Sur le plan idéologique, culturel, scientifique et épistémologique, le récit du passé transmis sous la dénomination d’« Histoire de France » s’est construit dans un contexte précis: celui du milieu du XIXe siècle. Tenir compte aujourd’hui des connaissances nouvelles induites depuis plus de 150 ans par les travaux des préhistoriens, des archéologues, des anthropologues, des historiens, doit être perçu comme une déconstruction scientifique légitime et cesser d’être l’impensé d’une démolition de l’identité nationale. Au contraire, reconstruire le passé de la France en l’inscrivant dans le devenir humain, en l’extrayant de sa spatialisation hexagonale est d’une urgence absolue. Le récit national doit être repensé dans un devenir mondialisé et qui ne serait donc plus codé par le découpage européocentrique du temps (Antiquité, Moyen-Âge, Temps modernes, époque contemporaine) hérité de l’avant-dernier siècle et depuis lors académiquement et donc canoniquement institutionnalisé.
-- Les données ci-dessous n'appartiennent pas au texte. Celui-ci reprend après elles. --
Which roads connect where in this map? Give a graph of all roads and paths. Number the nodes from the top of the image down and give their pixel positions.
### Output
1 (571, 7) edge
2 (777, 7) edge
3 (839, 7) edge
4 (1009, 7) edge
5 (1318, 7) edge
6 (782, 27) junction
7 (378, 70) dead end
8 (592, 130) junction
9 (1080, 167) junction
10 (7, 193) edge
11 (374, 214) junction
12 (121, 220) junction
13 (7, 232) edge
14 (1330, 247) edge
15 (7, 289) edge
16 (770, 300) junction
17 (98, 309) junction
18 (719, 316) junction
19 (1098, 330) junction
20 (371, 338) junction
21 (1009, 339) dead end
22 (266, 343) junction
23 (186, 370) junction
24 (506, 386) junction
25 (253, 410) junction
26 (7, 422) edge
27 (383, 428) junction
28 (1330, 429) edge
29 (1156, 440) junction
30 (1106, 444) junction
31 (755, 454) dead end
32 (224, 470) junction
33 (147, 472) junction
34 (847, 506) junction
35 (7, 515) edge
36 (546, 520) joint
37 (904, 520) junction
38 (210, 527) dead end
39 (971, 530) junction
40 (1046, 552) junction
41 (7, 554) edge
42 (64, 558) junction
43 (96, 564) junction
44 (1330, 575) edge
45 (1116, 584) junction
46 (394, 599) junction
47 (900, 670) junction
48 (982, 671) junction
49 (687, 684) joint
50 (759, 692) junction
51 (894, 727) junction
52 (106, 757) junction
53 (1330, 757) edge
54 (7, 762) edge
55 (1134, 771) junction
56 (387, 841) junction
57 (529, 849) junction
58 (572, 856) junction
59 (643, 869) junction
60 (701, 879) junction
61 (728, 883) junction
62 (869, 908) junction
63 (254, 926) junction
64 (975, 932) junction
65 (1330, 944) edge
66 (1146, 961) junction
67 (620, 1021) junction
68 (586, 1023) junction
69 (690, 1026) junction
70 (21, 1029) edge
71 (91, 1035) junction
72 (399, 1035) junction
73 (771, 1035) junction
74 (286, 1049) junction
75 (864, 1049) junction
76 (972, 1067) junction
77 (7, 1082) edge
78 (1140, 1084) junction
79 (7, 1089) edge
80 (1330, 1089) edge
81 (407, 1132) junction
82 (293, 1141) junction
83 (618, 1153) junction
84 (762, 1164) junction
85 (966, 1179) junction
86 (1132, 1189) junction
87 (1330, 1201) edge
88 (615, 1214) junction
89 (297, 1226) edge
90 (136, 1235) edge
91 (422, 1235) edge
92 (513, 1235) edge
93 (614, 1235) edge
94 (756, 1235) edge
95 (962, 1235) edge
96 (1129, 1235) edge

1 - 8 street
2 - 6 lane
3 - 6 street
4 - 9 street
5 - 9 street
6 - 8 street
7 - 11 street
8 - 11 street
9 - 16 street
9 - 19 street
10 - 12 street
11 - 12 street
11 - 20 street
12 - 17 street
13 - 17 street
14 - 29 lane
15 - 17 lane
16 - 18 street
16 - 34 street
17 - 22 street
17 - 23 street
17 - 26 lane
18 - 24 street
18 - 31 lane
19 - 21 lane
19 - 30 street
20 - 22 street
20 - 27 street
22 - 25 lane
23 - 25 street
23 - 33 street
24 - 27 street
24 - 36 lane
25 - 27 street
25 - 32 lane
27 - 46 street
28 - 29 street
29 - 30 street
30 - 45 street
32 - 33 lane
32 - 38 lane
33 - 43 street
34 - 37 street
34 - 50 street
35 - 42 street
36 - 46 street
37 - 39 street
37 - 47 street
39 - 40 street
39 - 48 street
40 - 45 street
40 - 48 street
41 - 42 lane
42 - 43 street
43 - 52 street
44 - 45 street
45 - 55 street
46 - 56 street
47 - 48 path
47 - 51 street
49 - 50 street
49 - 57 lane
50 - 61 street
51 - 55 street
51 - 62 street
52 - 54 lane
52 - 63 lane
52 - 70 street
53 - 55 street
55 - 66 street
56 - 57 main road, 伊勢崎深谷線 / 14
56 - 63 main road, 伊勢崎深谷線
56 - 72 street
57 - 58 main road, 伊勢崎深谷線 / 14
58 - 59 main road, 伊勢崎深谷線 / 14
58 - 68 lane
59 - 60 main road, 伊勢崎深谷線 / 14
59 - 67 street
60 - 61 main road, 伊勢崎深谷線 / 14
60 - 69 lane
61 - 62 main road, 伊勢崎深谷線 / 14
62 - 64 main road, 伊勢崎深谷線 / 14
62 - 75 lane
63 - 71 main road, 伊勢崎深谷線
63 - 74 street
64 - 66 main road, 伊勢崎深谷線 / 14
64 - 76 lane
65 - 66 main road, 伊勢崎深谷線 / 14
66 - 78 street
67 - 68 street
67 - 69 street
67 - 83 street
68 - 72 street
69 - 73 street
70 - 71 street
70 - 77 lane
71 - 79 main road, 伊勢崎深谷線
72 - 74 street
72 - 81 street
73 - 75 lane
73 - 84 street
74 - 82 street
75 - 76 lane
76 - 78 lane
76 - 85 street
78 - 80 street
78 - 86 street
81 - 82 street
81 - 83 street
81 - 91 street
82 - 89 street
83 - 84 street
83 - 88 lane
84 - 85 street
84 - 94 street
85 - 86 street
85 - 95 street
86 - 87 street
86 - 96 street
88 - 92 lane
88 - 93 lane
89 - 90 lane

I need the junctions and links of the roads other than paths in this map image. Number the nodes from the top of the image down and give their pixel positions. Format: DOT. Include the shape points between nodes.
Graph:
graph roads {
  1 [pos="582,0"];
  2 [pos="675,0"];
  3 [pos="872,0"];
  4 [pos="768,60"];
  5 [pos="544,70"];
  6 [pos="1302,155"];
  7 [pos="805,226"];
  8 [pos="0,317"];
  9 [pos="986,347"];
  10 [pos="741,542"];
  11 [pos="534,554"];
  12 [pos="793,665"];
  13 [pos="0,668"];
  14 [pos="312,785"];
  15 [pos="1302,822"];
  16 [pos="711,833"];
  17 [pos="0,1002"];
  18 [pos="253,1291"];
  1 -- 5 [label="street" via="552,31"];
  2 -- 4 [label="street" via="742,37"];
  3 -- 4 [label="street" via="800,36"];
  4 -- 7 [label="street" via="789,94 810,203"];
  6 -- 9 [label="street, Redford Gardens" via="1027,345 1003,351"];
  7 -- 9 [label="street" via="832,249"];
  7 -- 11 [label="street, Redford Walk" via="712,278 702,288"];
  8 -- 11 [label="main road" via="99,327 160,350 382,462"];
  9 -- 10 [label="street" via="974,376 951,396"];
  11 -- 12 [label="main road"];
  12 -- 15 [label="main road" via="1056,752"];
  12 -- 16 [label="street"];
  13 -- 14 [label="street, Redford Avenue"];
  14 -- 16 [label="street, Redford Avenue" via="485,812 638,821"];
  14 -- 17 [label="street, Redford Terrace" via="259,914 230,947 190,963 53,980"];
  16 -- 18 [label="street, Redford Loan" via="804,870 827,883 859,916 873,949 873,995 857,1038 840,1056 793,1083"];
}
Le concept d’origine est à reconsidérer en fonction de ces travaux, qui rendent anachroniques la celtomanie, le mythe de la nation originelle (et donc pour nous les Gaulois) évoqués au début de mon propos. Ils ont été conçus comme « ancêtres » avant l’existence d’une science « préhistorique ». D’autre part, les histoires nationales et particulièrement la nôtre ont été écrites dans le but de célébrer la nation. Prétendument évacué, le roman national subsiste aujourd’hui en vulgate du passé. Récit téléologique, cette vulgate perpétue une France présente en filigrane dans une Gaule immémoriale, intronise Clovis et Charlemagne dans la généalogie de « nos » rois. La Révolution a consacré la France comme « le » pays des droits de l’homme et réifié « la République » comme l’absolu du bien public.
Il serait grand temps de décrypter dans l’histoire produite au XIXe siècle l’amalgame de strates historiographiques antérieures.
La fabrique de l’histoire de France
Les historiens libéraux et républicains ont construit l’histoire « nationale », sur l’héritage d’une histoire apologétique des Capétiens, présentés abusivement comme les héritiers de Clovis et de Charlemagne.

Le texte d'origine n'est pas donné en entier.